Records from a collection:
* * * * *

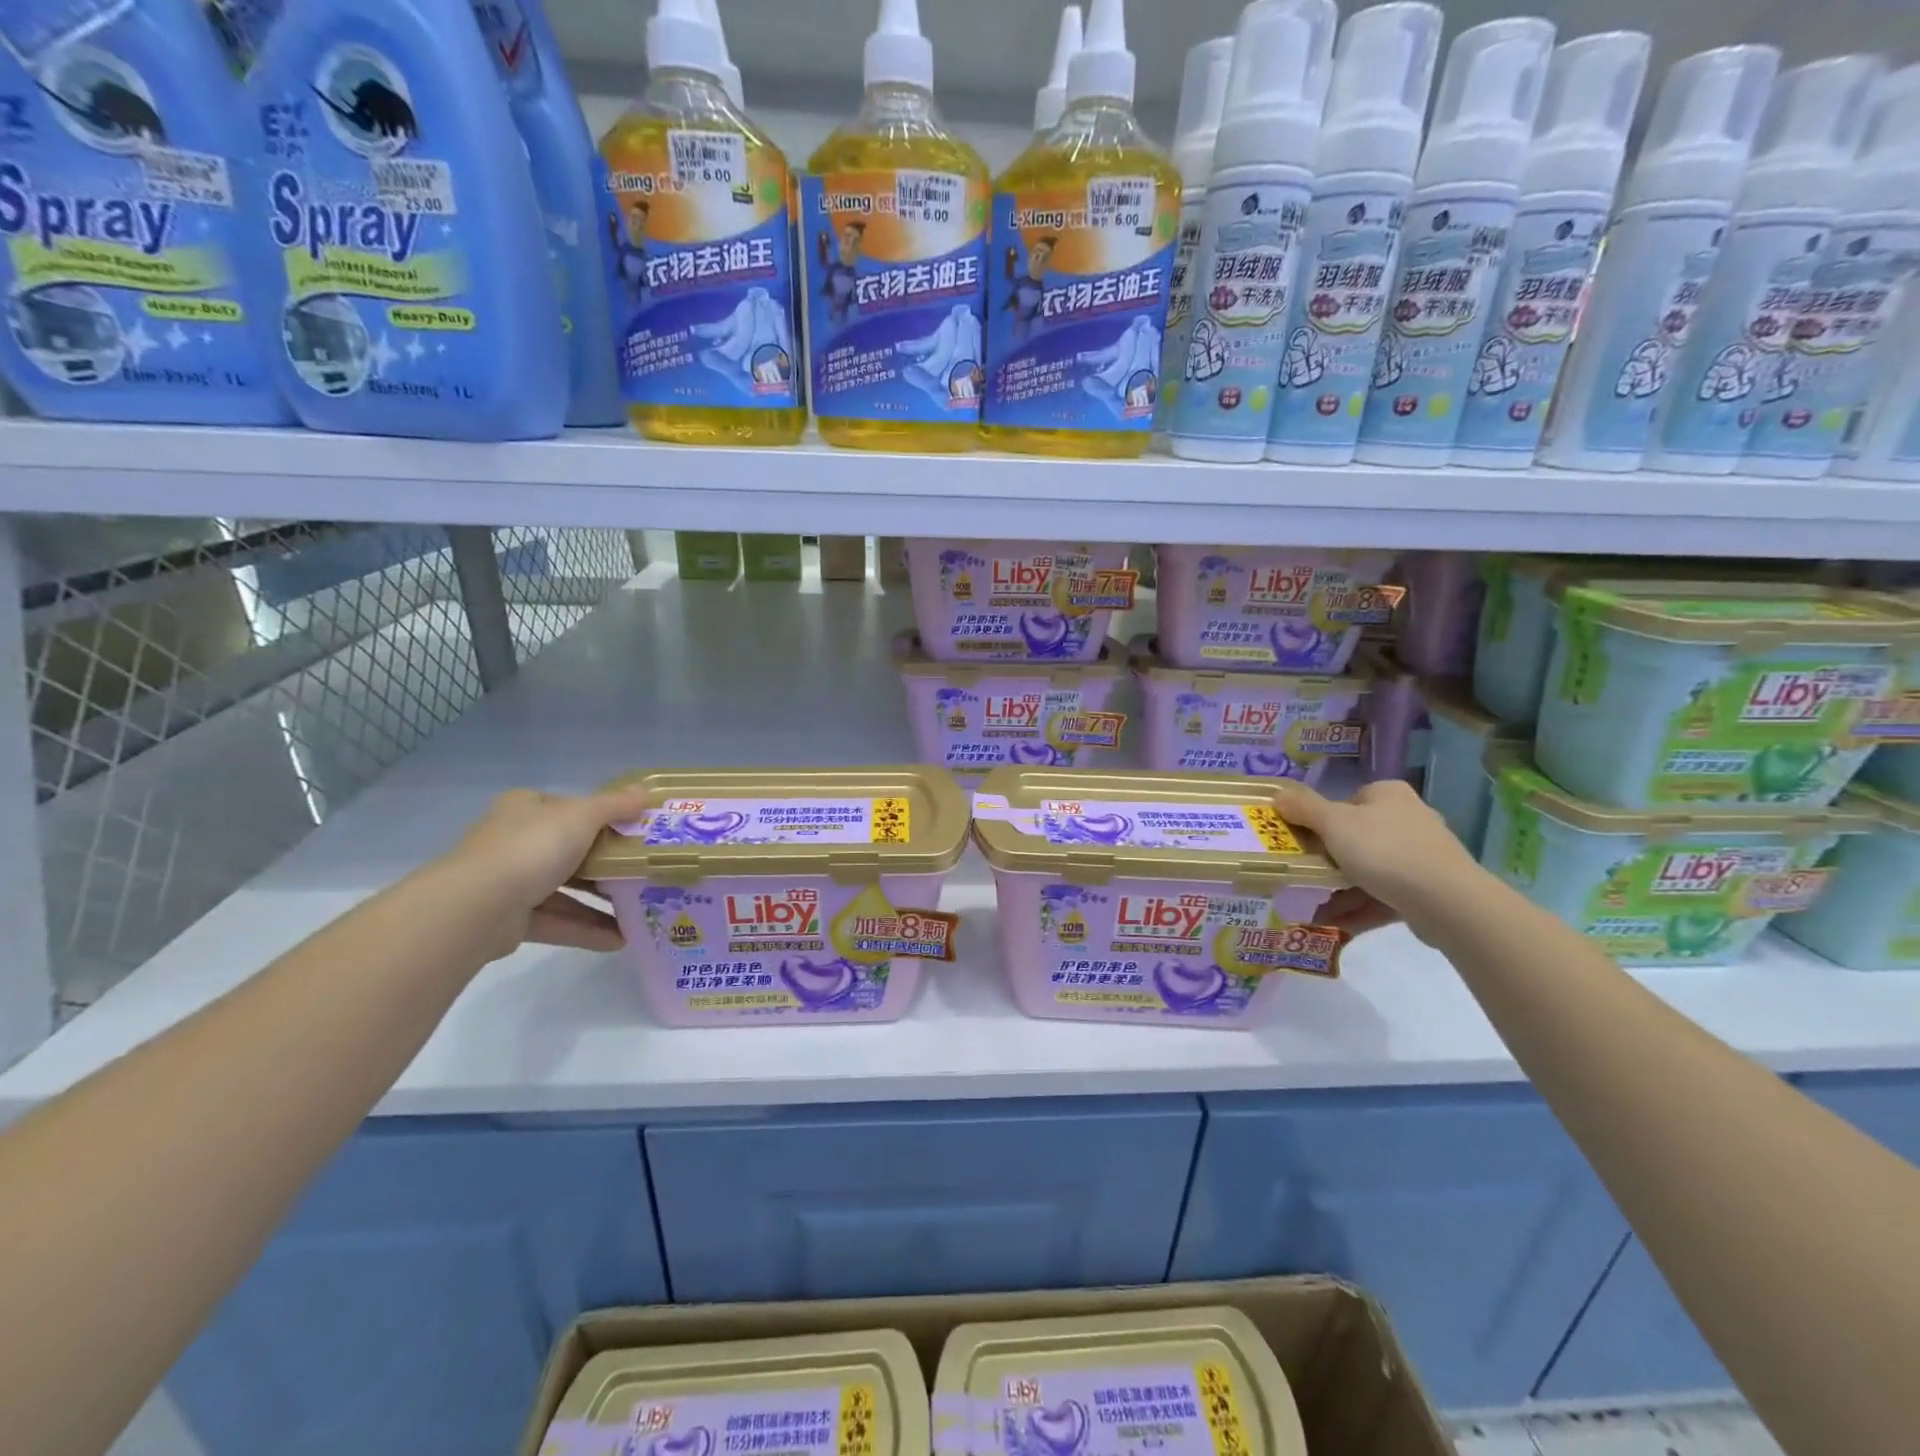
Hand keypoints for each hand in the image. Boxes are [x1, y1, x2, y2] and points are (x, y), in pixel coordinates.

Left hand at [444, 785, 653, 956]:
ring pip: (566, 888)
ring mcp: (511, 881)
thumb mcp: (582, 816)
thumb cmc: (532, 848)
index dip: (603, 816)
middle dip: (608, 863)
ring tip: (641, 910)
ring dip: (602, 901)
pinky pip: (558, 921)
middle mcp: (516, 841)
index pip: (569, 807)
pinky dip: (587, 929)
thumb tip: (647, 791)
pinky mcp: (512, 919)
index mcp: (526, 809)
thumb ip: (616, 805)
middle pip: (571, 849)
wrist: (476, 908)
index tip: (635, 830)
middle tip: (644, 871)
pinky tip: (620, 940)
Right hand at [1270, 779, 1488, 940]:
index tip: (1304, 842)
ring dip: (1341, 889)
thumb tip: (1277, 794)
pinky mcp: (1430, 889)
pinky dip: (1361, 907)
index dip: (1323, 820)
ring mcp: (1423, 855)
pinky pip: (1386, 895)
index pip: (1348, 801)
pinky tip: (1337, 924)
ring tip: (1315, 908)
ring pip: (1370, 869)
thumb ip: (1304, 808)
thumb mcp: (1334, 824)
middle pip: (1357, 837)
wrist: (1447, 901)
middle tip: (1304, 876)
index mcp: (1388, 795)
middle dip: (1329, 861)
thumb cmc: (1384, 851)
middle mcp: (1409, 818)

* * * * *

[What is expected] Out of the data above, give again only the lines starting at the one holding "thumb cmc: (532, 848)" and ending at the one holding "index mcp: (526, 809)", unchanged.

[Answer for the task]
thumb cmc: (532, 848)
index dip: (603, 816)
middle dip: (608, 863)
ring tip: (641, 910)
ring dip: (602, 901)
pinky pip: (558, 921)
middle mcp: (516, 841)
index pip: (569, 807)
pinky dip: (587, 929)
thumb tip: (647, 791)
pinky mcp: (512, 919)
index mcp: (526, 809)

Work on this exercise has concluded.